The terms of the settlement between Meijer and Boltres are private. However, a much larger public issue remains unresolved. Records acquired by the Traverse City Record-Eagle reveal that Meijer, Inc. secretly provided substantial financial backing for a failed recall election against Boltres and the other Acme Township Board members. Acting in collaboration with some of the highest priced legal counsel in Michigan, Meijer, Inc. engaged in an apparent criminal conspiracy to attempt to get rid of the elected government of Acme Township. There weren’t any camouflage-wearing colonels toting AK-47s, but this was an attempted coup d’etat, American style.
The Record-Eagle reports that a Grand Rapids public relations firm billed Meijer, Inc. for recall activity ranging from drafting of petition language to web site development to ghost-written letters to the editor. Section 54 of the Michigan Campaign Finance Act states explicitly that it is illegal to use corporate money for state election expenditures, and Appendix M of the law makes clear that the ban on corporate money applies to recall elections as well. It is a felony to use corporate money in an election knowingly. Given that Meijer was responsive to multiple invoices, it is absolutely implausible that they did what they did unknowingly. While Meijer issued an unsigned statement on Saturday, December 22nd, which stated that, “…prior to this month, senior company officials believed that no financial contributions had been made to a local taxpayers [recall] group,” records reveal that its vice president for corporate communications and director of real estate were actively engaged in the campaign.
Given the seriousness of this sprawling web of campaign finance violations, it is up to Secretary of State Terri Land to refer this case for criminal investigation. While the law says that the secretary of state shall pursue informal resolution of ordinary campaign finance violations, she has discretion, which she has exercised against George Cushingberry and Geoffrey Fieger, to name two, to refer apparent gross violations to the state attorney general. This is no time to accept some soft-shoe shuffle that “mistakes were made.” It is up to Land to take a stand for the rule of law.
A further complication in this case is that earlier this year Meijer’s political action committee made a $5,000 contribution to Attorney General Mike Cox’s leadership PAC. Before Cox can accept an investigation of this importance, he must address that contribution and whether he can conduct an investigation solely in the public’s interest. The citizens of Acme Township and, indeed, the whole state of Michigan deserve to know the whole story of what happened in Acme Township, and they must see that justice is served.
This is a tragedy for a family that has built a regional retailing empire and been a generous benefactor to its community. For its part, the corporation should hold its employees at the highest level accountable and permanently swear off this kind of skulking Jack Abramoff-inspired politics. People are willing to forgive, but only when a perpetrator owns up to the full extent of his transgressions.

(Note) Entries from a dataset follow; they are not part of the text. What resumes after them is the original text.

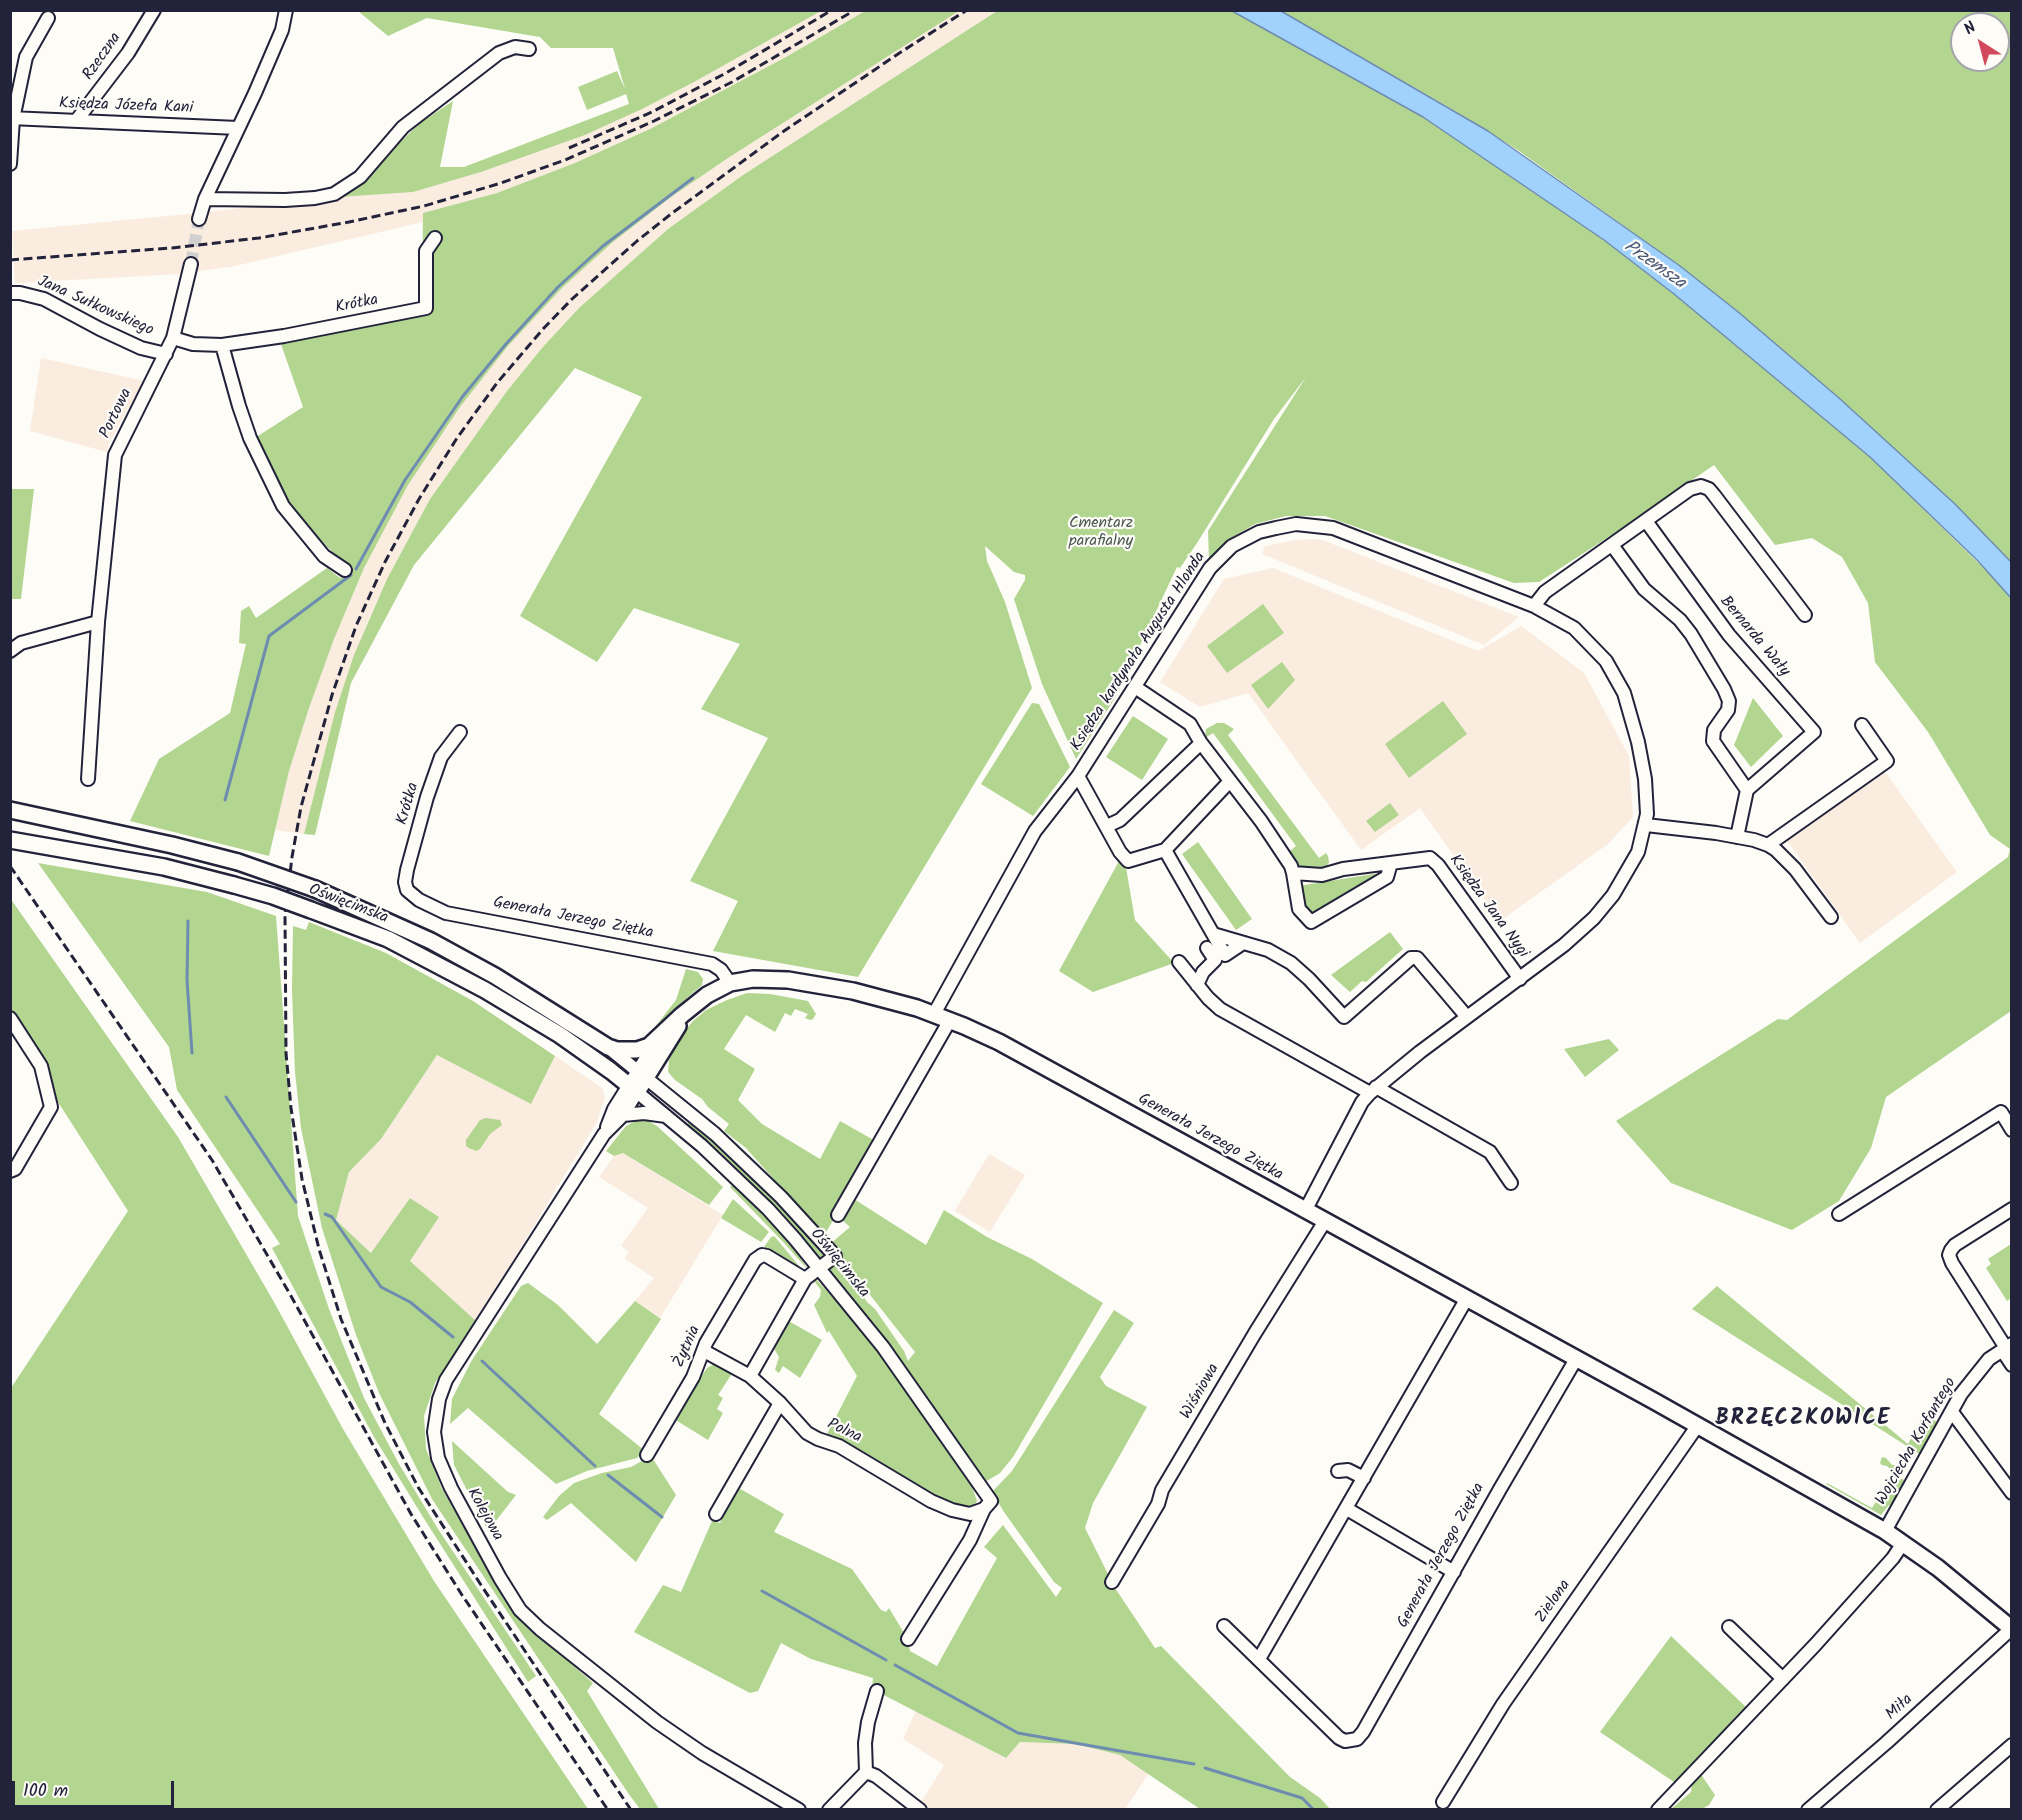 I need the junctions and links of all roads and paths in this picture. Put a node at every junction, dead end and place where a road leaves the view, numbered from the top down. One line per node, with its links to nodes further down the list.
1 (154, 10): 6 (street, Rzeczna)
2 (286, 10): 7 (street)
3 (48, 18): 5 (street)
4 (529, 49): 9 (street)
5 (12, 118): 6 (street, Księdza Józefa Kani); 8 (street)
6 (76, 121): 7 (street, Księdza Józefa Kani)
7 (237, 128): 9 (street)
8 (10, 164)
9 (205, 199): 10 (street)
10 (199, 219)
11 (435, 238): 15 (street, Krótka)
12 (191, 264): 14 (street, Portowa)
13 (10, 293): 16 (street, Jana Sułkowskiego)
14 (173, 338): 15 (street); 16 (street, Portowa)
15 (222, 345): 19 (street)
16 (166, 354): 22 (street, Portowa)
17 (1646, 521): 18 (street); 21 (street); 31 (street, Bernarda Wały)
18 (1612, 545): 20 (street); 31 (street)
19 (345, 570)
20 (1534, 606): 24 (street, Księdza kardynała Augusta Hlonda); 33 (street, Księdza kardynała Augusta Hlonda)
21 (1805, 615)
22 (98, 622): 23 (street); 29 (street, Portowa)
23 (10, 651)
24 (1135, 687): 27 (street); 28 (street, Księdza kardynała Augusta Hlonda)
25 (1862, 725): 37 (street)
26 (460, 732): 41 (street, Krótka)
27 (1201, 743): 30 (street); 34 (street)
28 (1078, 776): 34 (street, Księdza kardynała Augusta Hlonda); 49 (street)
29 (88, 779)
30 (1230, 781): 38 (street); 40 (street)
31 (1747, 790): 35 (street)
32 (14, 808): 54 (main road, Oświęcimska, bridge)
33 (1646, 825): 35 (street); 45 (street, Księdza kardynała Augusta Hlonda)
34 (1107, 826): 38 (street, Księdza kardynała Augusta Hlonda)
35 (1737, 837): 37 (street)
36 (10, 840): 56 (main road, Oświęcimska, bridge)
37 (1768, 845): 42 (street)
38 (1166, 850): 50 (street)
39 (1391, 863): 40 (street, Księdza Jana Nygi); 40 (street); 45 (street, Księdza Jana Nygi)
40 (1293, 873)
41 (408, 890): 46 (street, Generała Jerzego Ziętka)
42 (1831, 917)
43 (1207, 948): 47 (street)
44 (1179, 962): 47 (street)
45 (1520, 979): 50 (street, Księdza kardynała Augusta Hlonda)
46 (730, 983): 48 (main road, Generała Jerzego Ziętka); 49 (main road, Generała Jerzego Ziętka)
47 (1197, 985): 57 (street)
48 (682, 1014): 53 (main road); 55 (main road)
49 (934, 1014): 52 (main road, Generała Jerzego Ziętka)
50 (1467, 1017): 57 (street, Księdza kardynała Augusta Hlonda)
51 (10, 1018): 63 (street)
52 (950, 1020): 66 (main road, Generała Jerzego Ziętka); 68 (street)
53 (649, 1046): 54 (main road, Oświęcimska); 55 (street)
54 (608, 1047): 55 (street, Oświęcimska)
55 (642, 1075): 56 (main road); 70 (street, Oświęcimska)
56 (633, 1088): 59 (street, Kolejowa); 60 (street, Oświęcimska); 62 (street, Kolejowa)
57 (1373, 1090): 64 (street); 66 (street, Księdza kardynała Augusta Hlonda)
58 (2006, 1108): 61 (street); 67 (street)
59 (623, 1115): 60 (street); 62 (street, Kolejowa)
60 (667, 1116): 70 (street, Oświęcimska)
61 (2012, 1130)
62 (604, 1134): 102 (street, Kolejowa)
63 (10, 1172)
64 (1511, 1183)
65 (2012, 1209): 73 (street)
66 (1305, 1211): 69 (main road, Generała Jerzego Ziętka)
67 (1839, 1214)
68 (838, 1215)
69 (1325, 1221): 72 (main road, Generała Jerzego Ziętka); 91 (street, Wiśniowa)
70 (819, 1268): 71 (street); 85 (street, Oświęcimska)
71 (805, 1279): 74 (street, Żytnia); 77 (street)
72 (1467, 1298): 75 (main road, Generała Jerzego Ziętka); 83 (street)
73 (2006, 1347): 76 (street); 79 (street, Wojciecha Korfantego)
74 (704, 1351): 77 (street, Polna); 81 (street, Żytnia)
75 (1576, 1359): 80 (main road, Generała Jerzego Ziętka); 90 (street, Generała Jerzego Ziętka)
76 (2012, 1365)
77 (750, 1376): 78 (street, Polna)
78 (780, 1403): 85 (street, Polna); 87 (street)
79 (1952, 1412): 84 (street); 88 (street, Wojciecha Korfantego)
80 (1698, 1425): 88 (main road, Generała Jerzego Ziętka); 101 (street, Zielona)
81 (647, 1455)
82 (1338, 1471): 83 (street)
83 (1364, 1478): 86 (street)
84 (2012, 1493)
85 (988, 1505): 95 (street)
86 (1347, 1509): 90 (street); 96 (street)
87 (716, 1514)
88 (1885, 1531): 89 (main road, Generała Jerzego Ziętka)
89 (1903, 1543): 94 (main road, Generała Jerzego Ziętka); 97 (street)
90 (1454, 1572): 96 (street, Generała Jerzego Ziętka)
91 (1112, 1582)
92 (1224, 1626): 96 (street)
93 (1729, 1627): 97 (street)
94 (2011, 1629): 106 (street, Miła)
95 (908, 1639)
96 (1262, 1656)
97 (1783, 1679): 105 (street)
98 (877, 1691): 100 (street)
99 (2012, 1745): 107 (street)
100 (866, 1772): 103 (street); 104 (street)
101 (1443, 1802)
102 (800, 1809)
103 (830, 1809)
104 (920, 1809)
105 (1658, 1809)
106 (1808, 1809)
107 (1937, 1809)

This case is no small matter. This was a direct assault on democracy by a powerful corporation. We wouldn't be sanguine about it if Meijer, Inc. had attemped to take over the Legislature. It is no less an offense simply because they tried to take over a smaller unit of government. The only good that can come from this case is deterrence against similar conduct in the future. If consequences are not serious, deterrence won't be serious. The public now depends on Secretary of State Terri Land and Attorney General Mike Cox to discharge their duties with utmost vigor and integrity in this case. Otherwise, our government of the people, by the people and for the people will lose more ground to the power of the corporation, by the corporation and for the corporation.